The Gilda Stories: Expanded 25th Anniversary Edition

*Recommended by Reese Witherspoon's Book Club!

*Voted One of Book Riot's Most Influential Queer Books & Horror Novels of All Time!

Before Buffy, before Twilight, before Octavia Butler's Fledgling, there was The Gilda Stories, Jewelle Gomez's sexy vampire novel.

This remarkable novel begins in 1850s Louisiana, where Gilda escapes slavery and learns about freedom while working in a brothel. After being initiated into eternal life as one who "shares the blood" by two women there, Gilda spends the next two hundred years searching for a place to call home. An instant lesbian classic when it was first published in 1991, The Gilda Stories has endured as an auspiciously prescient book in its explorations of blackness, radical ecology, re-definitions of family, and yes, the erotic potential of the vampire story.
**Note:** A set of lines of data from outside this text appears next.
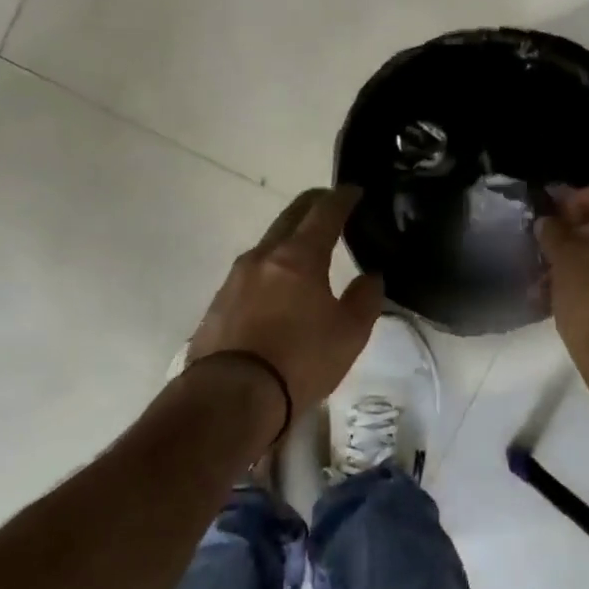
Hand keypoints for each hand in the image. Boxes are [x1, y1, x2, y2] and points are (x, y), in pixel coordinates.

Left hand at [188, 187, 384, 420]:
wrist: (230, 397)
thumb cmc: (299, 361)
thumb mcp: (349, 334)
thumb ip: (365, 299)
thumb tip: (371, 276)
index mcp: (299, 256)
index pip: (324, 212)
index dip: (342, 198)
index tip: (354, 191)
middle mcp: (263, 256)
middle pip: (290, 216)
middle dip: (313, 205)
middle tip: (331, 205)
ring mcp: (235, 277)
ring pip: (268, 243)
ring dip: (289, 236)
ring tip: (307, 248)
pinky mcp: (218, 302)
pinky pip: (251, 271)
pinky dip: (271, 266)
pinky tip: (278, 285)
"The Gilda Stories is groundbreaking not just for the wild lives it portrays, but for how it portrays them--communally, unapologetically, roaming fiercely over space and time."--Emma Donoghue, author of Room

"Jewelle Gomez sees right into the heart. This is a book to give to those you want most to find their own strength."--Dorothy Allison, author of Bastard Out Of Carolina

Jewelle Gomez is a writer, activist, and the author of many books including Forty-Three Septembers, Don't Explain, The Lipstick Papers, Flamingoes and Bears, and Oral Tradition. The Gilda Stories was the recipient of two Lambda Literary Awards, and was adapted for the stage by the Urban Bush Women theater company in thirteen United States cities.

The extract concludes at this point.